[[ Materials provided open ]]
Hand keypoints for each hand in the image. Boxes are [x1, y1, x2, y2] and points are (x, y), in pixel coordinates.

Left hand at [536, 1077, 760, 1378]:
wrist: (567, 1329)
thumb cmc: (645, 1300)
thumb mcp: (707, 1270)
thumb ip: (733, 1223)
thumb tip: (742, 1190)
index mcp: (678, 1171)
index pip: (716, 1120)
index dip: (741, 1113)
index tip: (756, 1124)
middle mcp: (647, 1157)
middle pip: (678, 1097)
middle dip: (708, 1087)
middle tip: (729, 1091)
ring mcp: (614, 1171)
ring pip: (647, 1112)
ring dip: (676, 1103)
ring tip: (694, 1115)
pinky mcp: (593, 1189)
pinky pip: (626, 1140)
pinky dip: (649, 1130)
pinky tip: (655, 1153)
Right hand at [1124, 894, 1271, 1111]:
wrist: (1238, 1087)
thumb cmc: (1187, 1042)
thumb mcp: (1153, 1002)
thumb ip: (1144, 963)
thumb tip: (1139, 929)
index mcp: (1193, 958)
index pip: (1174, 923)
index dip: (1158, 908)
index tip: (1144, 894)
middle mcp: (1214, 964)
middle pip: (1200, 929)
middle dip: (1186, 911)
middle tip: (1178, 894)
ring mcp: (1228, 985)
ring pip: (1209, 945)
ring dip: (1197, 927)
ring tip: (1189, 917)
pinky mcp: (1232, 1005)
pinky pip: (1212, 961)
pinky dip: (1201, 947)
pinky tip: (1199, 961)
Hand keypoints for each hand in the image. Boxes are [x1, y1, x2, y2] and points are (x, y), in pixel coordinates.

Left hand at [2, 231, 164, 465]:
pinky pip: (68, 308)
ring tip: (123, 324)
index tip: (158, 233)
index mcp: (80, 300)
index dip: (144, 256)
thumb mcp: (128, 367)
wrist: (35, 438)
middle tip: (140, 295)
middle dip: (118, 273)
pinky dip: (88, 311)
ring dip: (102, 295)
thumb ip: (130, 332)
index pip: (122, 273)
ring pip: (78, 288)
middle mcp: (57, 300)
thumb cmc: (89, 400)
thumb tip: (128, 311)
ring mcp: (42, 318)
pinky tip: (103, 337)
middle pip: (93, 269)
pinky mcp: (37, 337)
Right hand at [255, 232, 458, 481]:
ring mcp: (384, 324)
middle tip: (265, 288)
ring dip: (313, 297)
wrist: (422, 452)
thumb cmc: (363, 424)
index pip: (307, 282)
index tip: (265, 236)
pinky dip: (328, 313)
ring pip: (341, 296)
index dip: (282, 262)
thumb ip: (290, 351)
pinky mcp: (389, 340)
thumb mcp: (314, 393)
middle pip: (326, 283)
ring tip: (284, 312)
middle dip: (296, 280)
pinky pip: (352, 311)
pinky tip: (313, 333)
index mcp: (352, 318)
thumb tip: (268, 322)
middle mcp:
[[ Materials provided closed ]]
> Aim of the task
Output the lines above between the one holding "middle dip: (1186, 911)" and the one holding "pinky tip: (1199, 961)", inclusive, with nothing before or after them.

> The answer
middle dip: (1186, 911)
middle tip: (1178, 894)
ring mcp: (1228, 985)
ring pip: (1209, 945)
ring dip: (1197, 927)
ring tip: (1189, 917)
pinky mcp: (1232, 1005)
pinky pip: (1212, 961)
pinky dip: (1201, 947)
pinky tip: (1199, 961)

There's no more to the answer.